Isolated CD45RO+ T cells cultured in RPMI 1640 (10% FCS, 25 mM HEPES) were activated with a combination of soluble anti-CD3 (0.2 μg/ml), anti-CD2 (1 μg/ml) and anti-CD28 (5 μg/ml) for 12 h before inserting into the equivalent. Successful activation of the T cells was monitored by cluster formation (data not shown).
Skin equivalents (SE)
Dermal equivalents were made from fibroblast cultures at passage two. When confluency was attained, fibroblasts were harvested and suspended in neutralization-solution (50 vol% 5×DMEM, 25 vol% 1 M HEPES, 25 vol% FBS, 12.5 μg/100 ml chondroitin-4-sulphate, 12.5 μg/100 ml chondroitin-6-sulphate, pH 7.8) to a final concentration of 4×105 cells/ml. A collagen solution mixture was prepared by quickly mixing two volumes of rat tail collagen type I (6 mg/ml) with one volume of the cell suspension. Subsequently 600 μl of the fibroblast–collagen-mixture were transferred into 10 mm polycarbonate cell culture inserts (8.0 μm; NUNC, Wiesbaden, Germany) in 24-well culture dishes. After collagen polymerization 35 μl fibronectin solution (75 μg/ml) was pipetted on top, and the collagen gels were cultured submerged in DMEM. After 2 days, the collagen gels were coated again with fibronectin and HaCaT cells (Prof. Dr. N.E. Fusenig, German Cancer Research Center, Heidelberg, Germany) at passage 40–46 were seeded on top (1×105 cells per insert). After an additional 2 days the skin equivalents were raised to the air–liquid interface, and the so-called air-lift medium (3:1 mixture of DMEM and Ham’s nutrient mixture F12 medium supplemented with 10% FBS, 50 μg/ml ascorbate, 0.4 μg/ml hydrocortisone and 10−10 M cholera toxin) was added to the bottom. Media changes were performed every 2 days.
For further experiments skin equivalents, grown for 12 days at the air–liquid interface, were combined with activated or non-activated CD45RO+ T cells. During this part of the experiment, hydrocortisone and cholera toxin were omitted from the culture medium. First new cell culture inserts were coated with 100 μl cell-free collagen solution mixture, next 50 μl of a mixture containing 5×105 T cells were added and allowed to become solid. Then skin equivalents were stuck on top using 50 μl cell-free collagen solution mixture as adhesive. After polymerization the equivalents were removed from the inserts and incubated for additional 3 days with RPMI (serum-free, 25 mM HEPES) in 6-well culture dishes at the air–liquid interface.

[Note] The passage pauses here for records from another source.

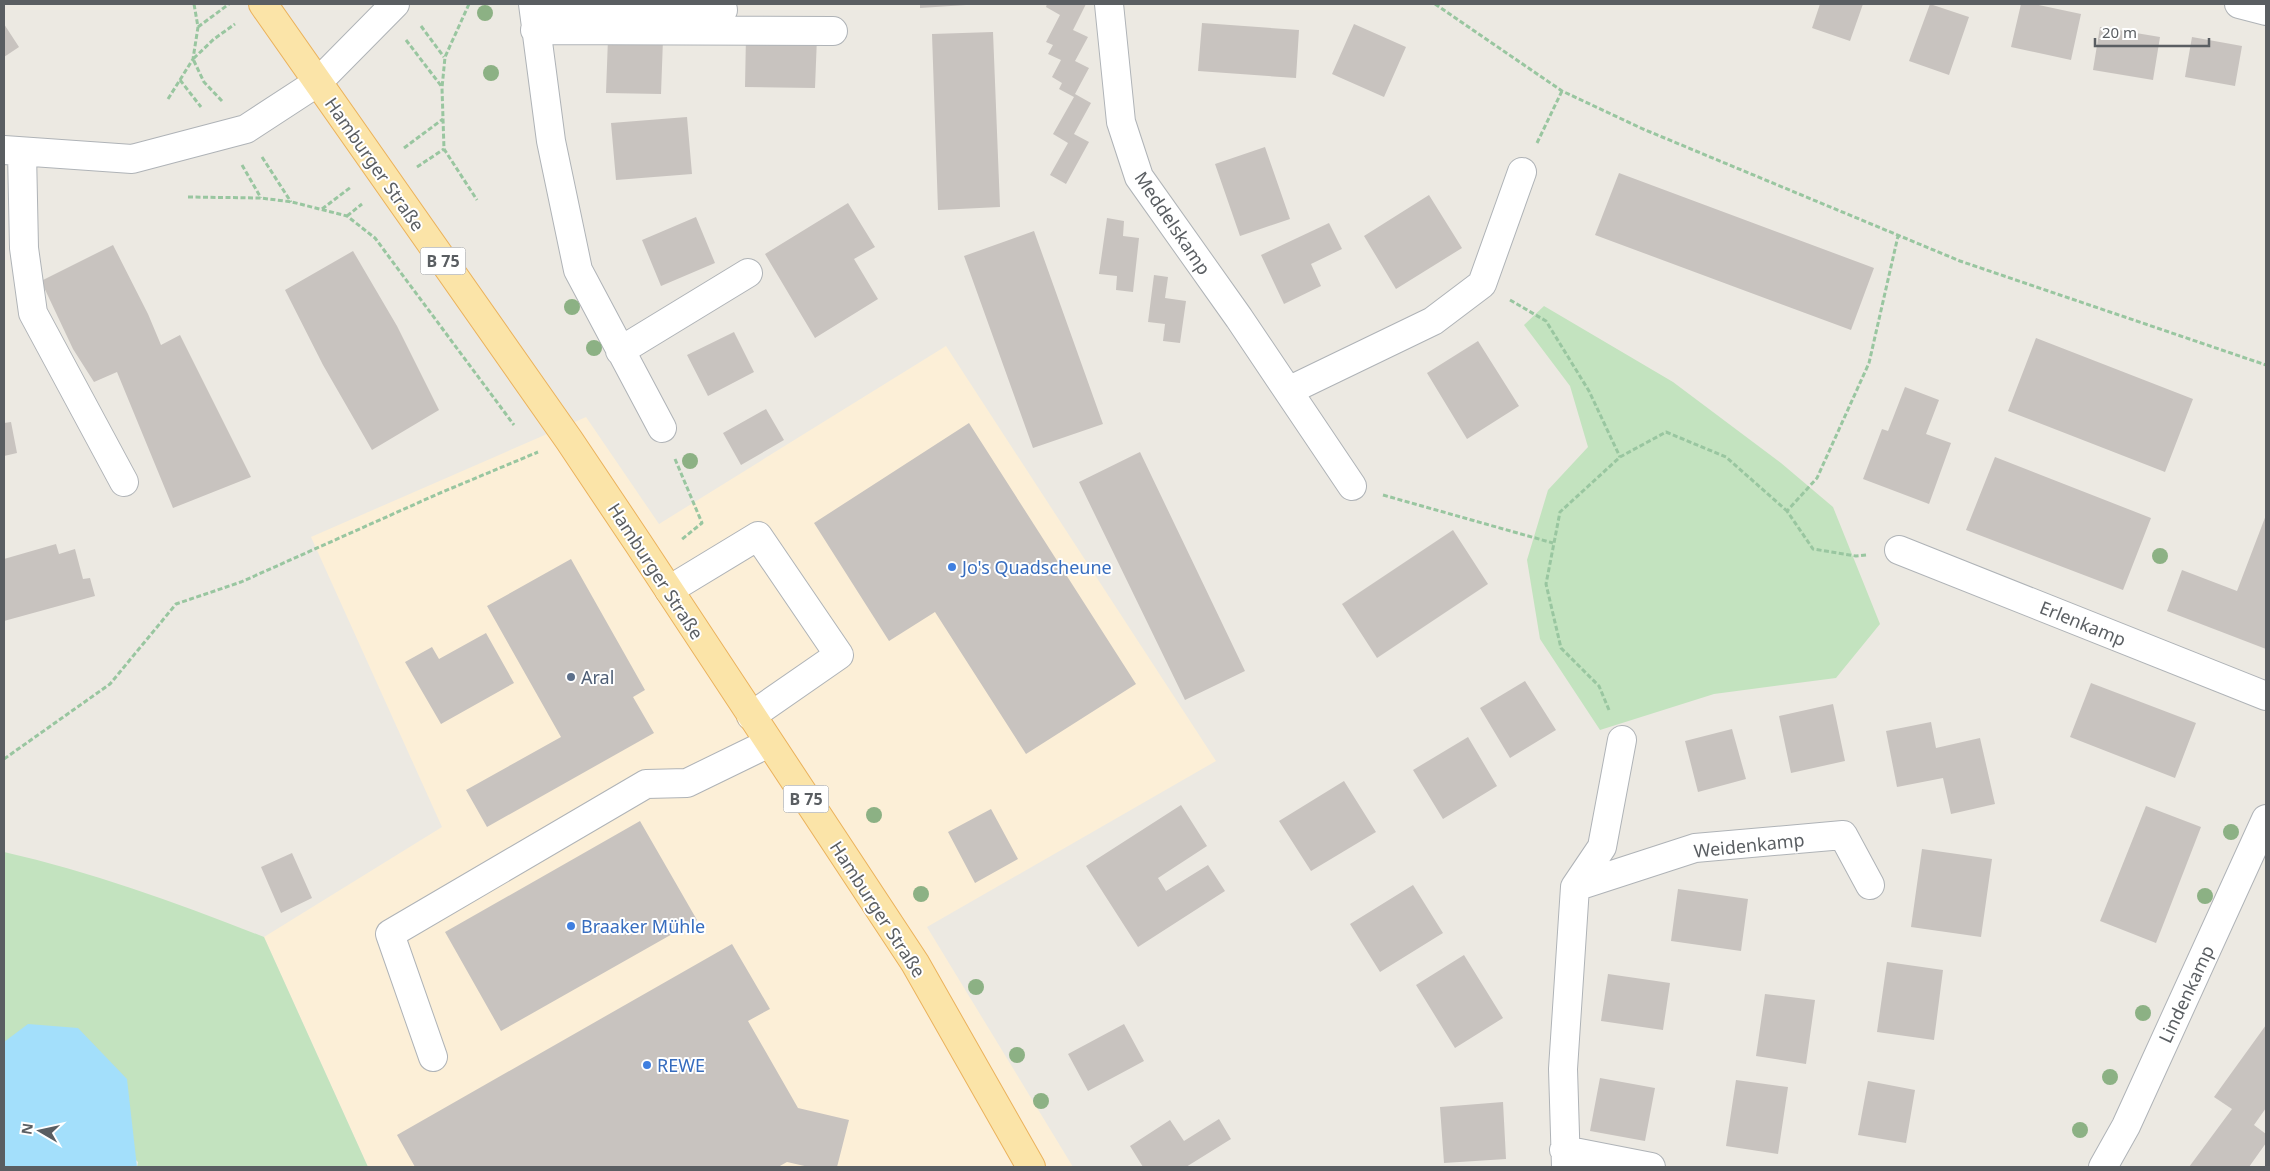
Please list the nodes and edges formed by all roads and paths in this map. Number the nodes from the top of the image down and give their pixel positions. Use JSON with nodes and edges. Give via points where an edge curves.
{"nodes":[{"id":1,"x":194,"y":4,"type":"edge"},
{"id":2,"x":230,"y":4,"type":"edge"},
{"id":3,"x":262,"y":4,"type":"edge"},
{"id":4,"x":469,"y":4,"type":"edge"},
{"id":5,"x":1109,"y":4,"type":"edge"},
{"id":6,"x":1436,"y":4,"type":"edge"},
{"id":7,"x":2239,"y":4,"type":"edge"},
{"id":8,"x":723,"y":10,"type":"dead end"},
{"id":9,"x":2266,"y":11,"type":"edge"},
{"id":10,"x":399,"y":12,"type":"edge"},
{"id":11,"x":534,"y":15,"type":"edge"},
{"id":12,"x":238,"y":21,"type":"dead end"},
{"id":13,"x":198,"y":27,"type":"junction"},
{"id":14,"x":833,"y":30,"type":"dead end"},
{"id":15,"x":445,"y":57,"type":"junction"},
{"id":16,"x":193,"y":59,"type":"junction"},
{"id":17,"x":318,"y":82,"type":"junction"},
{"id":18,"x":442,"y":88,"type":"junction"},
{"id":19,"x":1562,"y":91,"type":"junction"},
{"id":20,"x":168,"y":99,"type":"dead end"},
{"id":21,"x":13,"y":152,"type":"edge"},
{"id":22,"x":1522,"y":172,"type":"joint"},
{"id":23,"x":188,"y":197,"type":"dead end"},
{"id":24,"x":477,"y":200,"type":"dead end"},
{"id":25,"x":1898,"y":236,"type":"junction"},
{"id":26,"x":748,"y":273,"type":"dead end"},
{"id":27,"x":1482,"y":284,"type":"junction"},
{"id":28,"x":620,"y":351,"type":"junction"},
{"id":29,"x":2266,"y":365,"type":"edge"},
{"id":30,"x":1288,"y":390,"type":"junction"},
{"id":31,"x":662,"y":428,"type":"joint"},
{"id":32,"x":518,"y":430,"type":"dead end"},
{"id":33,"x":569,"y":440,"type":"junction"},
{"id":34,"x":529,"y":446,"type":"dead end"},
{"id":35,"x":535,"y":453,"type":"junction"},
{"id":36,"x":1620,"y":457,"type":"junction"},
{"id":37,"x":124,"y":482,"type":"dead end"},
{"id":38,"x":1352,"y":486,"type":"joint"},
{"id":39,"x":1787,"y":511,"type":"junction"},
{"id":40,"x":1554,"y":543,"type":"junction"},
{"id":41,"x":1899,"y":550,"type":"joint"},
{"id":42,"x":652,"y":565,"type":"junction"},
{"id":43,"x":669,"y":590,"type":"junction"},
{"id":44,"x":2266,"y":696,"type":"edge"},
{"id":45,"x":751,"y":716,"type":"junction"},
{"id":46,"x":1622,"y":740,"type":"joint"},
{"id":47,"x":769,"y":743,"type":"junction"},
{"id":48,"x":4,"y":759,"type":"edge"},
{"id":49,"x":2266,"y":820,"type":"edge"},
{"id":50,"x":1870,"y":885,"type":"dead end"},
{"id":51,"x":1574,"y":887,"type":"junction"},
{"id":52,"x":433,"y":1057,"type":"dead end"},
{"id":53,"x":1565,"y":1159,"type":"edge"},
{"id":54,"x":1031,"y":1167,"type":"edge"},
{"id":55,"x":1652,"y":1167,"type":"edge"},
{"id":56,"x":2103,"y":1167,"type":"edge"}],
"edges":[{"from":1,"to":13,"type":"path"},
{"from":2,"to":13,"type":"path"},
{"from":3,"to":17,"type":"main road","number":"B 75"},
{"from":4,"to":15,"type":"path"},
{"from":5,"to":30,"type":"street","name":"Meddelskamp","via":[[1121,122],[1138,177]]},
{"from":6,"to":19,"type":"path"},
{"from":7,"to":9,"type":"street"},
{"from":8,"to":11,"type":"street"},
{"from":10,"to":15,"type":"path"},
{"from":10,"to":17,"type":"street","name":"Hamburger Straße"},
{"from":10,"to":18,"type":"path"},
{"from":11,"to":14,"type":"street"},
{"from":11,"to":28,"type":"street","via":[[551,142],[578,270]]},
{"from":12,"to":16,"type":"path"},
{"from":13,"to":16,"type":"path"},
{"from":15,"to":18,"type":"path"},
{"from":16,"to":20,"type":"path"},
{"from":17,"to":21,"type":"street","via":[[246,129],[132,159]]},
{"from":17,"to":33,"type":"main road","name":"Hamburger Straße","number":"B 75"},
{"from":18,"to":24,"type":"path","via":[[444,149]]},
{"from":19,"to":22,"type":"path"},
{"from":19,"to":25,"type":"path","via":[[1643,129]]},
{"from":21,"to":37,"type":"street","via":[[33,313]]},
{"from":22,"to":27,"type":"street"},
{"from":23,"to":32,"type":"path","via":[[261,198],[347,216],[375,238]]},
{"from":25,"to":29,"type":"path","via":[[1969,264]]},
{"from":25,"to":39,"type":"path","via":[[1869,363],[1817,478]]},
{"from":26,"to":28,"type":"street"},
{"from":27,"to":30,"type":"street","via":[[1433,321]]},
{"from":27,"to":36,"type":"path","via":[[1546,321],[1589,391]]},
{"from":28,"to":31,"type":"street"},
{"from":30,"to":38,"type":"street","name":"Meddelskamp"},
{"from":31,"to":42,"type":"path","via":[[702,523]]},
{"from":33,"to":35,"type":"path"},
{"from":33,"to":42,"type":"main road","name":"Hamburger Straße","number":"B 75"},
{"from":34,"to":35,"type":"path"},
{"from":35,"to":48,"type":"path","via":[[241,582],[176,604],[110,684]]},
{"from":36,"to":39,"type":"path","via":[[1666,432],[1726,456]]},
{"from":36,"to":40,"type":"path","via":[[1560,512]]},
{"from":38,"to":40,"type":"path"},
{"from":39,"to":41,"type":"path","via":[[1813,550],[1856,556]]},
{"from":40,"to":46,"type":"path","via":[[1546,584],[1560,648],[1599,686]]},
{"from":41,"to":44,"type":"street","name":"Erlenkamp"},
{"from":42,"to":43,"type":"main road","name":"Hamburger Straße","number":"B 75"},
{"from":43,"to":45,"type":"main road","name":"Hamburger Straße","number":"B 75"},
{"from":43,"to":45,"type":"street","via":[[758,536],[838,655]]},
{"from":45,"to":47,"type":"main road","name":"Hamburger Straße","number":"B 75"},
{"from":46,"to":51,"type":"street","via":[[1602,847]]},
{"from":47,"to":52,"type":"street","via":[[687,783],[646,784],[390,934]]},
{"from":47,"to":54,"type":"main road","name":"Hamburger Straße","number":"B 75","via":[[915,963]]},
{"from":49,"to":56,"type":"street","name":"Lindenkamp","via":[[2126,1126]]},
{"from":50,"to":51,"type":"street","name":"Weidenkamp","via":[[1843,835],[1695,848]]},
{"from":51,"to":53,"type":"street","via":[[1563,1069]]},
{"from":53,"to":55,"type":"street"}]}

Epidermis equivalents (EE)
Fibroblasts of passage two were cultured in 12-well culture dishes in DMEM. When fibroblasts reached confluence, 12 mm polyester cell culture inserts (0.4 μm; Corning Inc., New York, USA) coated with 40 μl type I rat tail collagen (1 mg/ml) and 70 μl fibronectin (75 μg/ml), were placed into the wells. HaCaT cells at passage 40–46 were resuspended in DMEM and 2.5×105 cells in a volume of 500 μl were seeded on top. The cell culture inserts were kept submerged for 2 days; thereafter the membranes were raised to the air–liquid interface. Airlift-medium was added to the bottom and changed every day. On day 22 the membrane equivalents were removed from the fibroblast culture and cocultured with activated or non-activated CD45RO+ T cells (5×105) in 500 μl RPMI (serum-free, 25 mM HEPES) for an additional 3 days.
Treatment with the therapeutics dexamethasone and FK506
The protective effects of therapeutics on epidermal barrier damaging and cytokine production were investigated by applying them in different concentrations to EE-ATs (1 μM up to 10 μM) and SE-ATs (10 μM), respectively. Dexamethasone and FK506 were added topically as well as into the medium at the time point of co-cultivation of the different models with the activated T cells.
Trans epithelial electric resistance (TEER)
Electric resistance of membrane-skin equivalents were measured using the epithelial ohmmeter equipped with a STX3 electrode (WPI, Berlin, Germany). Two electrodes were positioned, one below the membrane in the outer well and the other above the equivalent, each submersed in PBS−. The resistance of membranes without cells was subtracted from each TEER value, and readings were expressed in ohm (Ω).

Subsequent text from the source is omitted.